(Saved data entries)
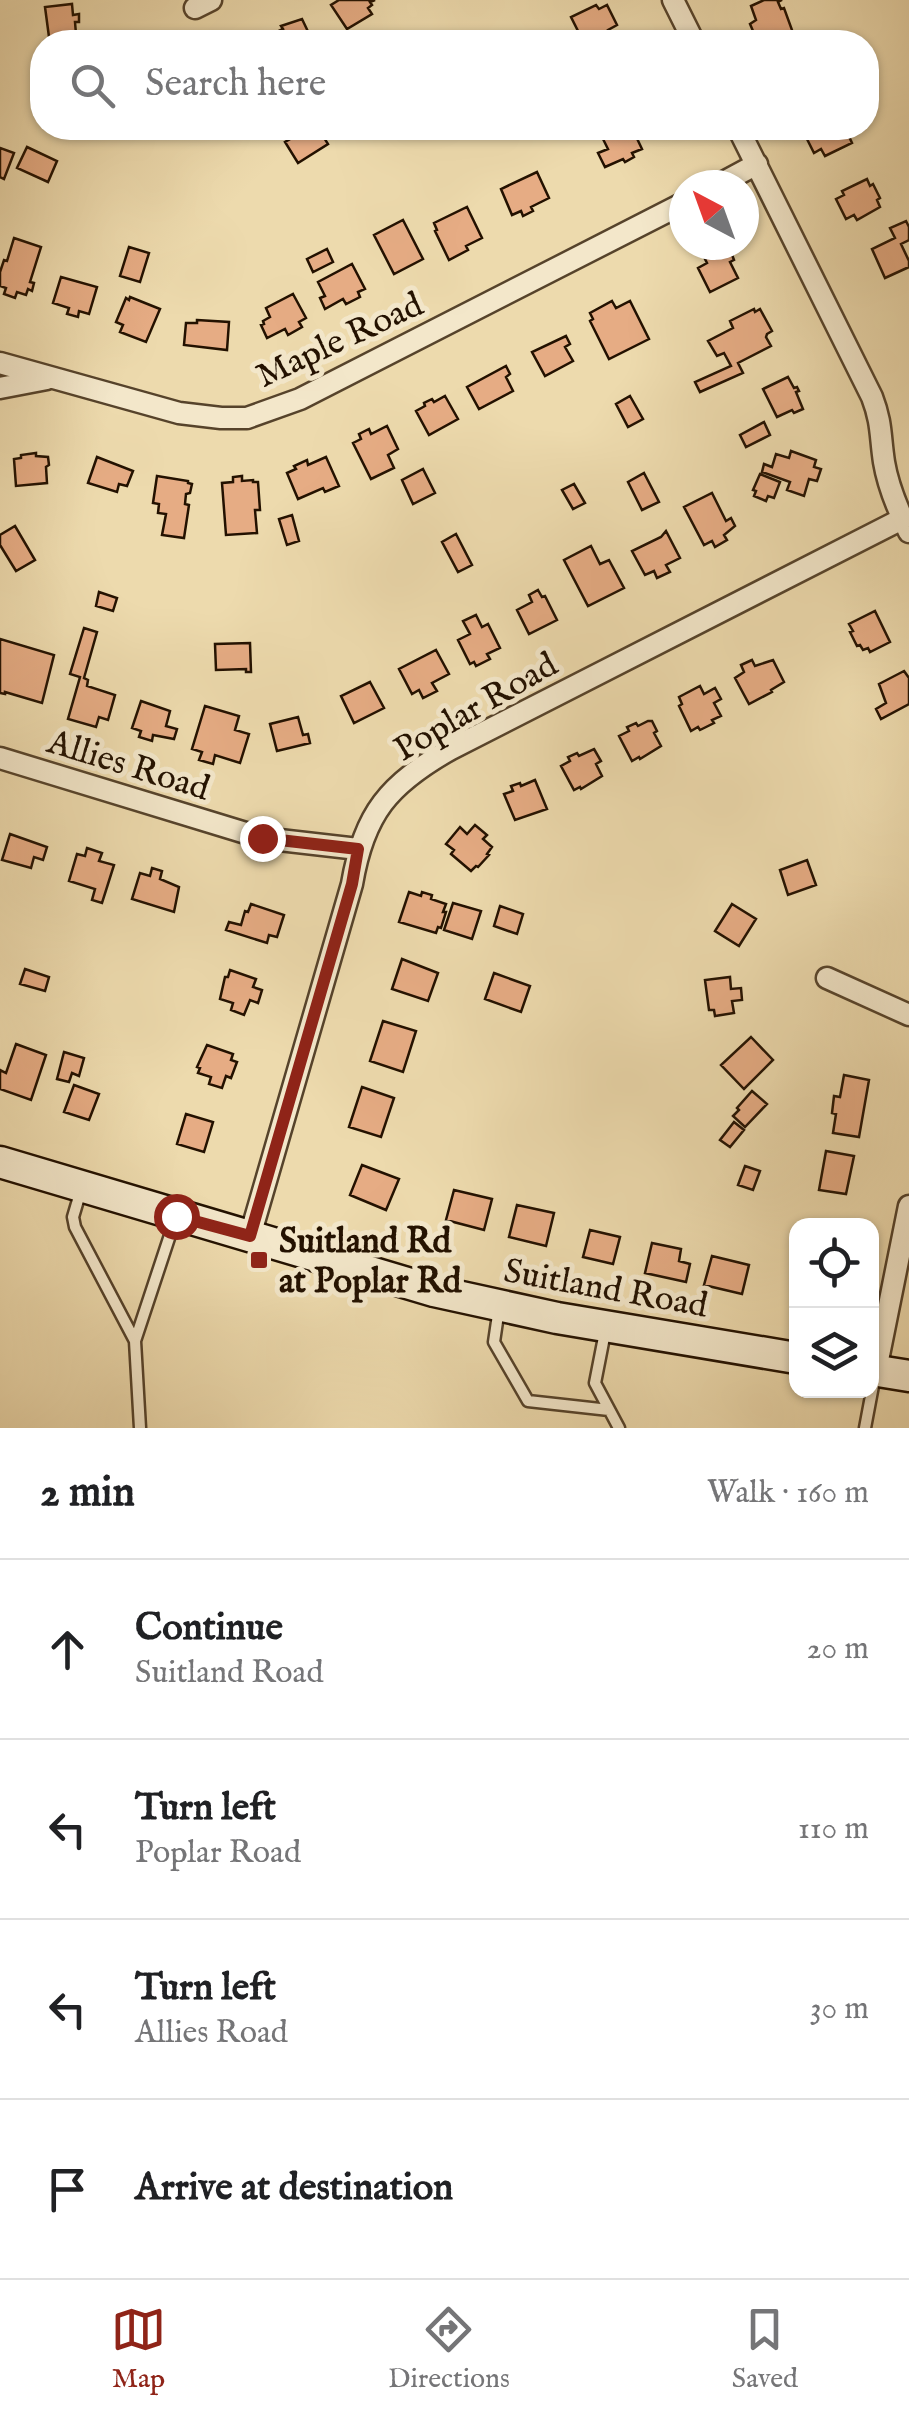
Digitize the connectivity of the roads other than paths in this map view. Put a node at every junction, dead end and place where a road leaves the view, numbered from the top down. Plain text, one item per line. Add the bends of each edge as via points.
1 (672, 0) edge
2 (688, 30) edge
3 (744, 140) edge
4 (757, 164) junction
5 (746, 170) edge
6 (669, 211) edge
7 (0, 363) edge
8 (51, 378) junction
9 (0, 388) edge
10 (906, 525) edge
11 (0, 758) edge
12 (358, 849) junction
13 (827, 978) dead end
14 (909, 1019) edge
15 (0, 1162) edge
16 (82, 1188) junction
17 (909, 1206) edge
18 (176, 1216) junction
19 (250, 1236) junction
20 (500, 1307) junction
21 (606, 1326) junction
22 (135, 1341) junction
23 (879, 1347) edge
24 (789, 1357) edge
25 (879, 1371) edge
26 (909, 1376) edge
27 (870, 1398) edge
28 (610, 1410) junction
29 (140, 1428) edge
30 (619, 1428) edge
31 (866, 1428) edge

1 - 2 street
3 - 4 street
4 - 5 street
4 - 10 street via 872,397 891,490
6 - 8 street, Maple Road via 300,399 247,418 179,413
7 - 8 street, Maple Road
8 - 9 street
10 - 12 street, Poplar Road via 429,762 383,803
11 - 12 street, Allies Road via 262,838
12 - 19 street, Poplar Road
13 - 14 street
15 - 16 main road, Suitland Road
16 - 18 main road, Suitland Road
16 - 22 lane via 75,1227
17 - 23 street
18 - 19 main road, Suitland Road
18 - 22 lane
19 - 20 main road, Suitland Road
20 - 21 main road, Suitland Road
20 - 28 lane via 494,1342 528,1401
21 - 24 main road, Suitland Road
21 - 28 lane via 595,1383
22 - 29 lane
25 - 26 main road
27 - 31 lane
28 - 30 lane

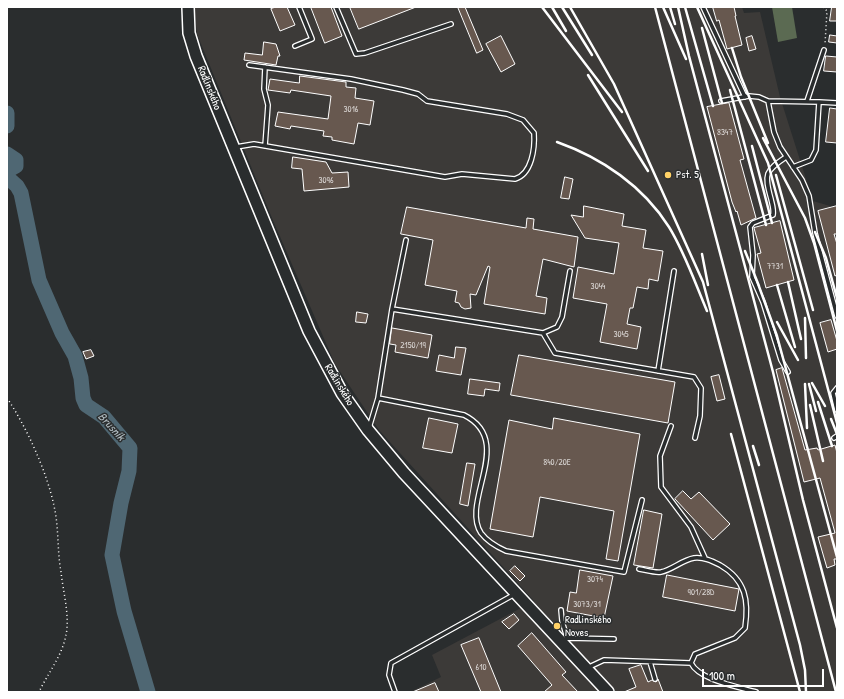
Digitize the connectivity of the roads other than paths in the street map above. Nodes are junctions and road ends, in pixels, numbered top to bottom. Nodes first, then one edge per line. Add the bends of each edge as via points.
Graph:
1 (188, 7) edge
2 (299, 7) edge
3 (336, 7) edge
4 (703, 7) edge
5 (451, 24) dead end
6 (295, 46) dead end
7 (824, 50) road end
8 (249, 65) dead end
9 (265, 67) junction
10 (745, 97) junction
11 (721, 101) dead end
12 (807, 101) junction
13 (768, 102) junction
14 (819, 102) junction
15 (837, 103) edge
16 (265, 146) junction
17 (233, 148) junction
18 (786, 157) junction
19 (793, 167) junction
20 (406, 240) dead end
21 (570, 271) dead end
22 (674, 271) dead end
23 (392, 309) junction
24 (837, 316) edge
25 (543, 333) junction
26 (658, 371) junction
27 (788, 372) dead end
28 (837, 388) edge
29 (378, 398) junction
30 (837, 410) edge
31 (671, 426) dead end
32 (368, 430) junction
33 (695, 438) dead end
34 (642, 500) dead end
35 (705, 558) junction
36 (639, 569) dead end
37 (516, 593) junction
38 (561, 610) dead end
39 (564, 640) junction
40 (614, 640) dead end
41 (650, 662) junction
42 (691, 663) junction
43 (586, 669) junction
44 (655, 680) dead end
45 (395, 692) edge
46 (608, 692) edge
47 (756, 692) edge

1 - 17 main road, Radlinského via 192,44
2 - 6 lane via 312,39
3 - 5 lane via 356,54
4 - 10 lane
7 - 12 lane
8 - 9 lane
9 - 16 lane via 264,89 268,105
9 - 16 lane via 359,81 418,94 426,101 508,114 523,120 534,133 534,142 526,172 515,179 462,174 445,177
10 - 11 lane
10 - 13 lane
12 - 13 lane
12 - 14 lane
13 - 18 lane via 774,132
14 - 15 lane
14 - 19 lane via 816,150 811,160
16 - 17 lane via 254,144
17 - 32 main road, Radlinského via 310,331 335,380
18 - 19 lane
18 - 27 lane via 767,173 773,215 753,223 750,231 752,277 763,302 780,360
19 - 24 lane via 809,196 815,233
20 - 23 lane
21 - 25 lane via 562,317 557,327
22 - 26 lane
23 - 25 lane
23 - 29 lane
25 - 26 lane via 555,353
26 - 33 lane via 694,377 701,388 700,416
28 - 30 lane via 833,393
29 - 32 lane
29 - 34 lane via 464,415 481,428 486,438 487,451 477,519 481,533 506,551 624,572
31 - 35 lane via 660,456 661,487 691,527
32 - 37 main road, Radlinského via 426,497
35 - 36 lane via 683,561 662,572
35 - 42 lane via 729,571 742,584 746,622 741,634 699,652
37 - 39 main road, Radlinského
37 - 45 lane via 391,664 389,675
38 - 39 lane
39 - 40 lane
39 - 43 main road, Radlinského
41 - 42 lane
41 - 43 lane via 604,660
41 - 44 lane
42 - 47 lane via 694,669 709,677
43 - 46 main road, Radlinského

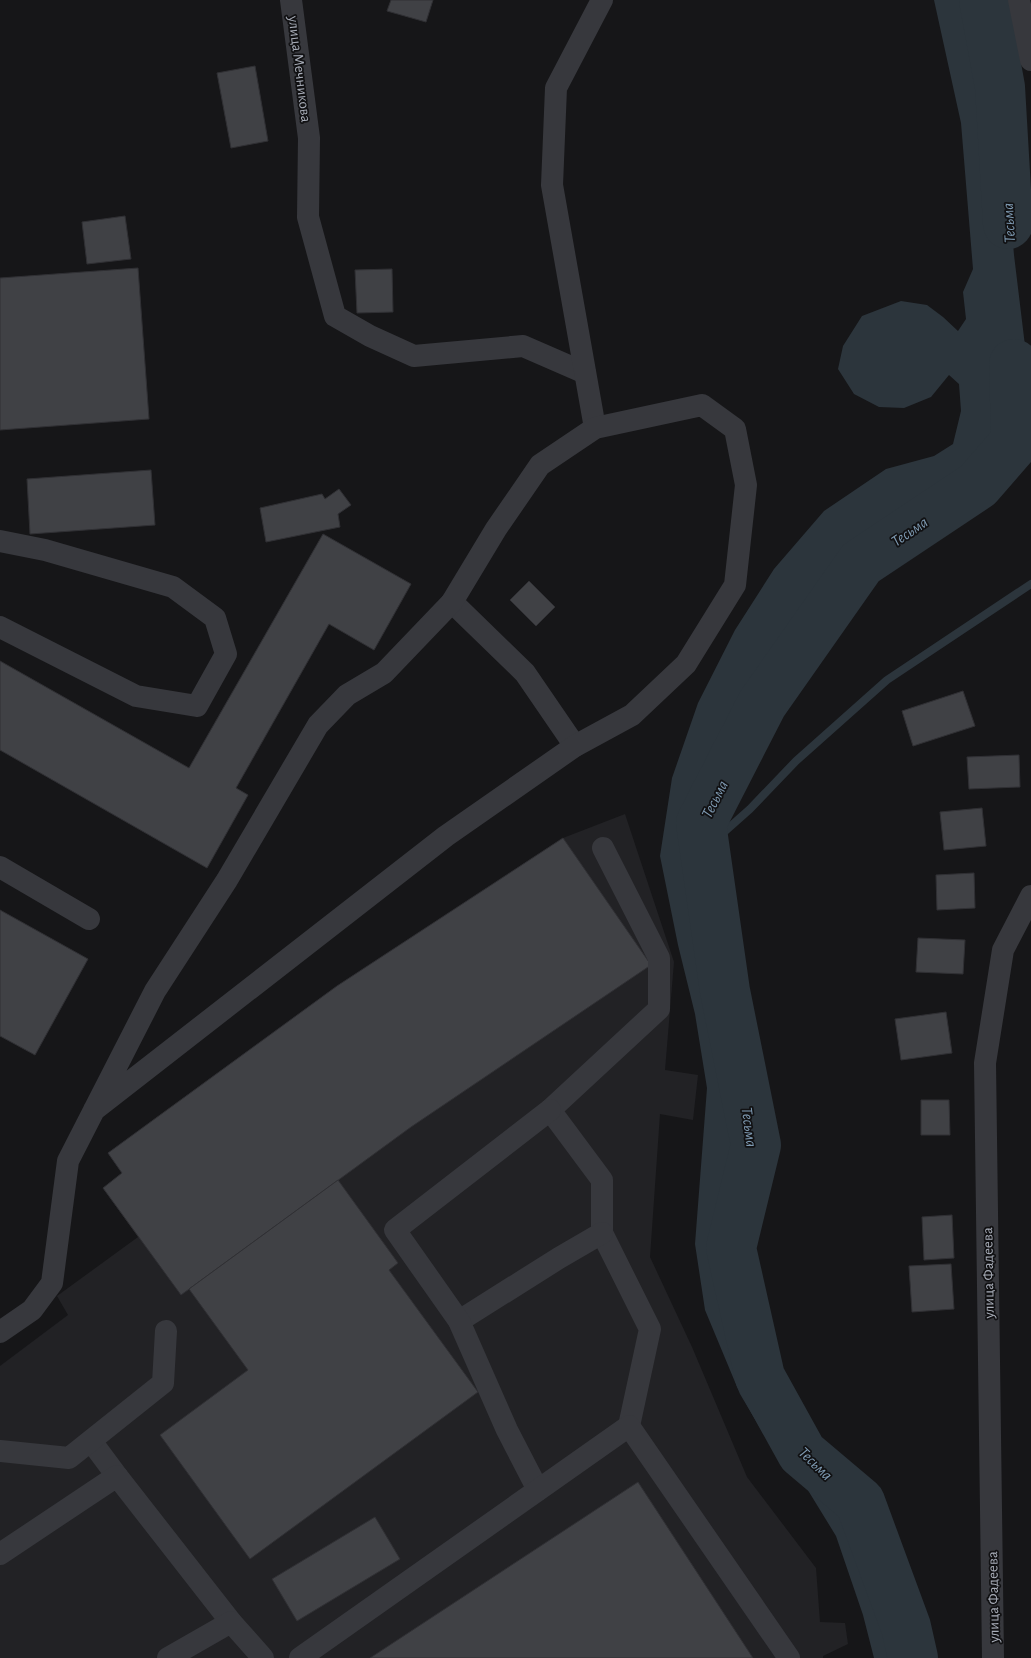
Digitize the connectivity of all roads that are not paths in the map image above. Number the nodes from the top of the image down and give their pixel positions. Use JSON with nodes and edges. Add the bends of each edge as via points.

*WORK TASK*. The pictures alone are to be left out when the data above is copied; all else must match exactly.

*OUTPUT BELOW*.
Digitize the connectivity of the roads other than paths in this map view. Put a node at every junction, dead end and place where a road leaves the view, numbered from the top down. Plain text, one item per line. Add the bends of each edge as via points.
1 (672, 0) edge
2 (688, 30) edge
3 (744, 140) edge
4 (757, 164) junction
5 (746, 170) edge
6 (669, 211) edge
7 (0, 363) edge
8 (51, 378) junction
9 (0, 388) edge
10 (906, 525) edge
11 (0, 758) edge
12 (358, 849) junction
13 (827, 978) dead end
14 (909, 1019) edge
15 (0, 1162) edge
16 (82, 1188) junction
17 (909, 1206) edge
18 (176, 1216) junction
19 (250, 1236) junction
20 (500, 1307) junction
21 (606, 1326) junction
22 (135, 1341) junction
23 (879, 1347) edge
24 (789, 1357) edge
25 (879, 1371) edge
26 (909, 1376) edge
27 (870, 1398) edge
28 (610, 1410) junction
29 (140, 1428) edge
30 (619, 1428) edge
31 (866, 1428) edge

1 - 2 street
3 - 4 street
4 - 5 street
4 - 10 street via 872,397 891,490
6 - 8 street, Maple Road via 300,399 247,418 179,413
7 - 8 street, Maple Road
8 - 9 street
10 - 12 street, Poplar Road via 429,762 383,803
11 - 12 street, Allies Road via 262,838
12 - 19 street, Poplar Road
13 - 14 street
15 - 16 main road, Suitland Road
16 - 18 main road, Suitland Road
16 - 22 lane via 75,1227
17 - 23 street
18 - 19 main road, Suitland Road
18 - 22 lane
19 - 20 main road, Suitland Road
20 - 21 main road, Suitland Road
20 - 28 lane via 494,1342 528,1401
21 - 24 main road, Suitland Road
21 - 28 lane via 595,1383
22 - 29 lane
25 - 26 main road
27 - 31 lane
28 - 30 lane

Digitize the connectivity of the roads other than paths in the street map above. Nodes are junctions and road ends, in pixels, numbered top to bottom. Nodes first, then one edge per line. Add the bends of each edge as via points.
Graph:
1 (188, 7) edge
2 (299, 7) edge
3 (336, 7) edge
4 (703, 7) edge
5 (451, 24) dead end
6 (295, 46) dead end
7 (824, 50) road end
8 (249, 65) dead end
9 (265, 67) junction
10 (745, 97) junction
11 (721, 101) dead end
12 (807, 101) junction
13 (768, 102) junction
14 (819, 102) junction
15 (837, 103) edge
16 (265, 146) junction
17 (233, 148) junction
18 (786, 157) junction
19 (793, 167) junction
20 (406, 240) dead end
21 (570, 271) dead end
22 (674, 271) dead end
23 (392, 309) junction
24 (837, 316) edge
25 (543, 333) junction
26 (658, 371) junction
27 (788, 372) dead end
28 (837, 388) edge
29 (378, 398) junction
30 (837, 410) edge
31 (671, 426) dead end
32 (368, 430) junction
33 (695, 438) dead end
34 (642, 500) dead end
35 (705, 558) junction
36 (639, 569) dead end
37 (516, 593) junction
38 (561, 610) dead end
39 (564, 640) junction
40 (614, 640) dead end
41 (650, 662) junction
42 (691, 663) junction
43 (586, 669) junction
44 (655, 680) dead end
45 (395, 692) edge
46 (608, 692) edge
47 (756, 692) edge

1 - 17 main road, Radlinského via 192,44
2 - 6 lane via 312,39
3 - 5 lane via 356,54
4 - 10 lane
7 - 12 lane
8 - 9 lane
9 - 16 lane via 264,89 268,105
9 - 16 lane via 359,81 418,94 426,101 508,114 523,120 534,133 534,142 526,172 515,179 462,174 445,177
10 - 11 lane
10 - 13 lane
12 - 13 lane
12 - 14 lane
13 - 18 lane via 774,132
14 - 15 lane
14 - 19 lane via 816,150 811,160
16 - 17 lane via 254,144
17 - 32 main road, Radlinského via 310,331 335,380
18 - 19 lane
18 - 27 lane via 767,173 773,215 753,223 750,231 752,277 763,302 780,360
19 - 24 lane via 809,196 815,233
20 - 23 lane
21 - 25 lane via 562,317 557,327
22 - 26 lane
23 - 25 lane
23 - 29 lane
25 - 26 lane via 555,353
26 - 33 lane via 694,377 701,388 700,416
28 - 30 lane via 833,393
29 - 32 lane
29 - 34 lane via 464,415 481,428 486,438 487,451 477,519 481,533 506,551 624,572
31 - 35 lane via 660,456 661,487 691,527
32 - 37 main road, Radlinského via 426,497
35 - 36 lane via 683,561 662,572
35 - 42 lane via 729,571 742,584 746,622 741,634 699,652
37 - 39 main road, Radlinského
37 - 45 lane via 391,664 389,675
38 - 39 lane
39 - 40 lane
39 - 43 main road, Radlinského
41 - 42 lane
41 - 43 lane via 604,660
41 - 44 lane
42 - 47 lane via 694,669 709,677
43 - 46 main road, Radlinského

Digitize the connectivity of all roads that are not paths in the map image above. Number the nodes from the top of the image down and give their pixel positions. Use JSON with nodes and edges. Add the bends of each edge as via points.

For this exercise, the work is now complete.